No falta una gran mesa. Allí se despliegan los rollos de tela, se cortan y se diseñan los moldes, pero también es el lugar de reunión porque las costureras no se van de allí si no merendaron antes.
Pasadas las 17 se tiende un mantel y se colocan prolijamente en la mesa los alimentos que cada uno llevó: facturas, sándwiches, masitas, té, mate y café. "Esto no falta nunca", dice Angélica Tazzioli, que va a cumplir 20 años de costurera.
"Nunca quise coser, nunca me gustó pero aquí estoy", confiesa con simpatía. Ella reconoce que es la que se ocupa de "hacer reír" a sus compañeras de costura mientras trabajan y dice que lo que más le gusta en la vida son los niños. Cuando sus hijos crecieron tuvo hogar de tránsito en su casa y después se presentó en el hospital para ser voluntaria. Pero no la aceptaron porque ya había cumplido los 60 años. Entonces le contaron del costurero, y aunque siempre había sido enemiga de las agujas, decidió ir. Y no se fue más...
"Lo que más me gusta es que encontré un grupo de gente excelente con quienes comparto lo que me pasa, y nos ayudamos entre nosotras. Además vamos al cine y yo invito a mi casa y les cocino. ¡La pasamos muy bien!", comenta. Sus compañeras comparten ampliamente los comentarios de Angélica, que muy inquieta y activa a pesar de sus 81 años, ya se ofreció para ir a leer a los chicos internados.

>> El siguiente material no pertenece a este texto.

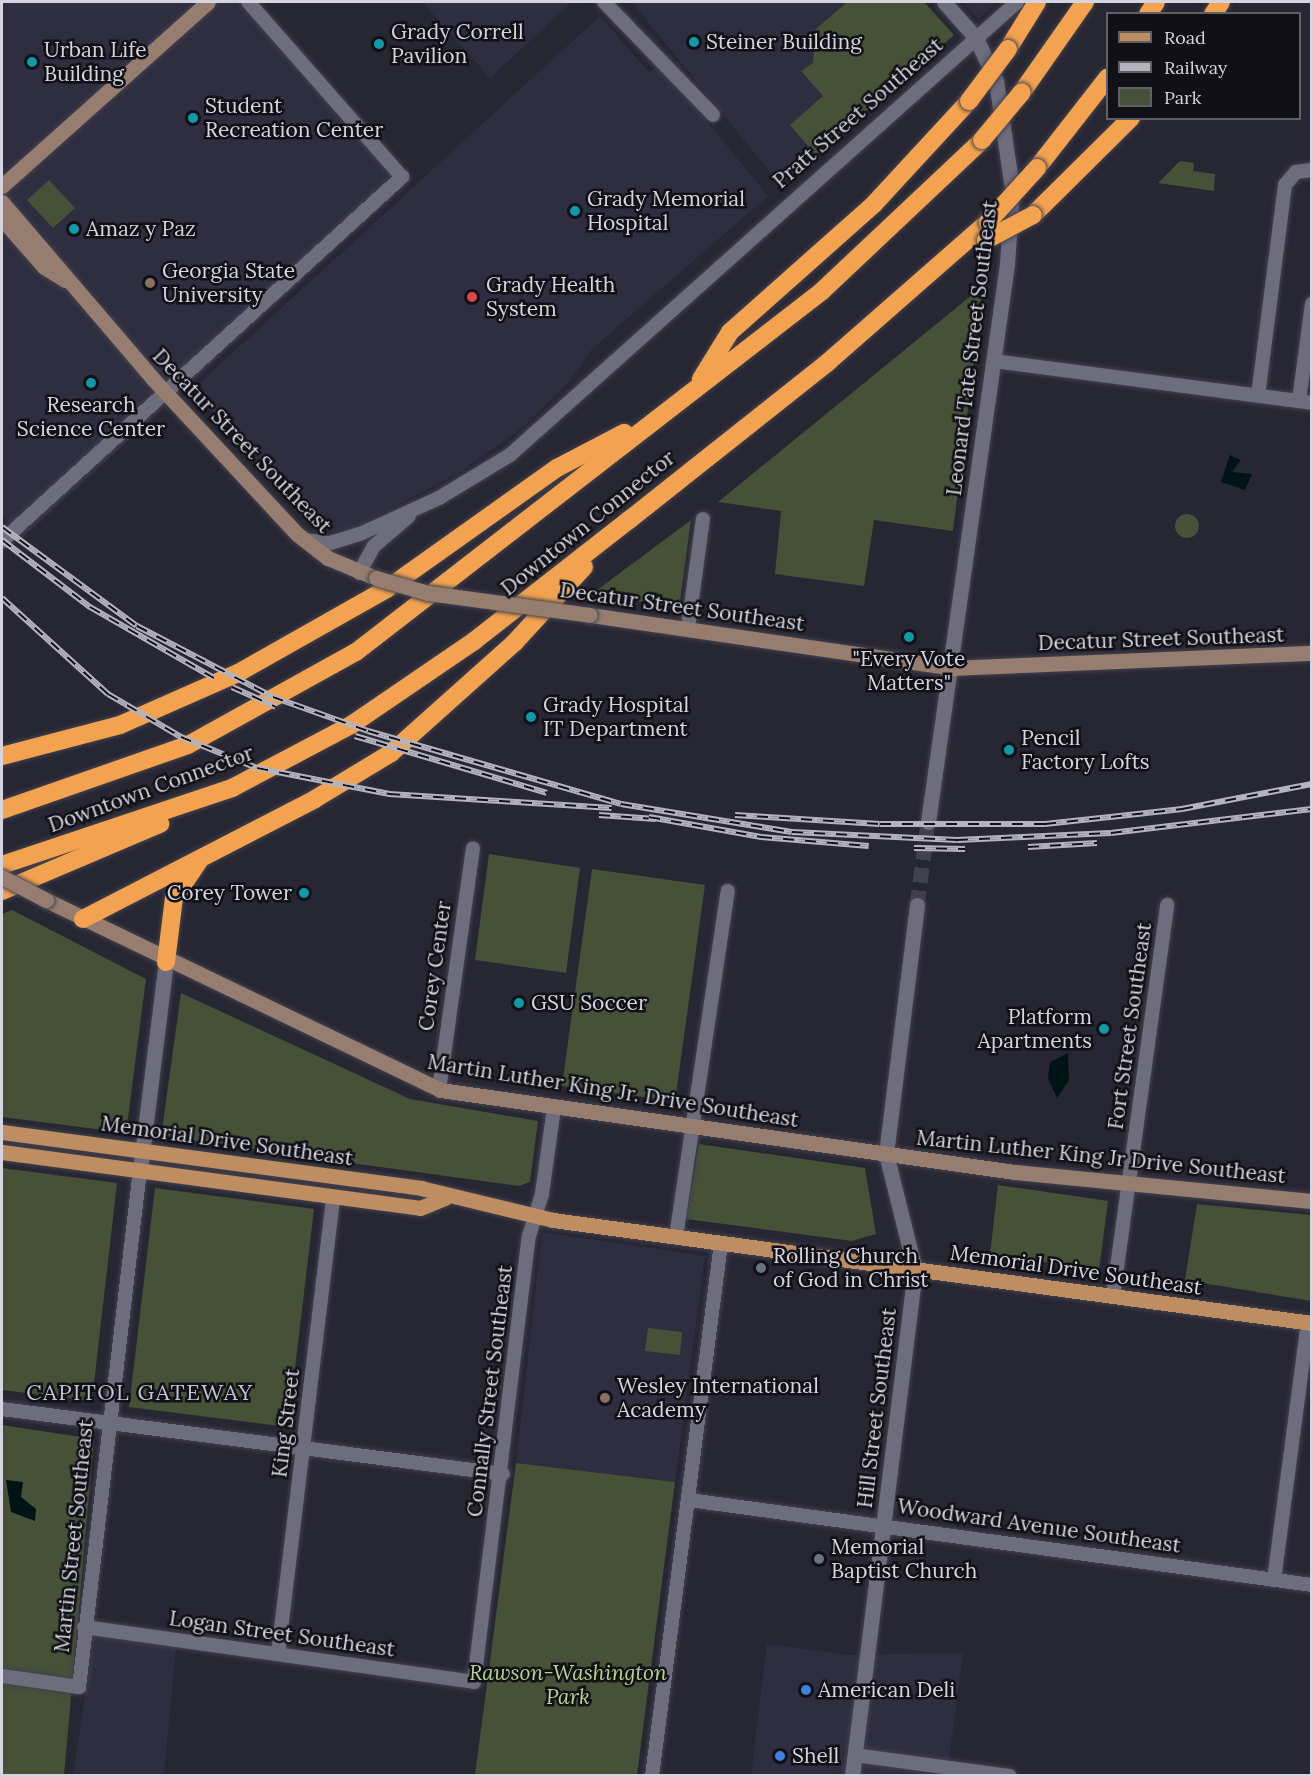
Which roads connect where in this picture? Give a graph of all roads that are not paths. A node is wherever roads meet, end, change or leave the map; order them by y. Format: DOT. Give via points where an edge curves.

Alicia Acrich tiene 65 años y es la más joven del grupo. Ahora además es la coordinadora y le fascina coser. "Llegué acá por lo mismo, quería hacer algo por quien lo necesitara pero tenía miedo del hospital, de ver chicos sufriendo, por eso vine al costurero", relata. Sin embargo, además de prestar sus excelentes servicios en el hospital, también se atrevió a superarse y ahora combina días de costurera con el acompañamiento de los chicos internados.
Mientras Alicia cuenta su historia las demás le piden que muestre una de sus creaciones. Es un pantalón pequeño que "fabricó" con un pulóver que donó una casa de ropa porque estaba fallado. Ella sacó el molde, y logró una prenda nueva.
Beatriz Fucci, Perla Barr, Ana Quinteros, Catalina Masía y Clarita Kovacevich son las demás costureras que también trabajan.
Reconocen que encontraron un lugar que las hace felices, al que extrañan cuando no pueden ir y aseguran que aunque no vean la sonrisa de los chicos que ellas visten se los imaginan. Desde ese rincón de la ciudad estas mujeres piden más manos, algo más de ayuda y sobre todo gente que quiera como ellas, brindar su tiempo y su afecto a los demás.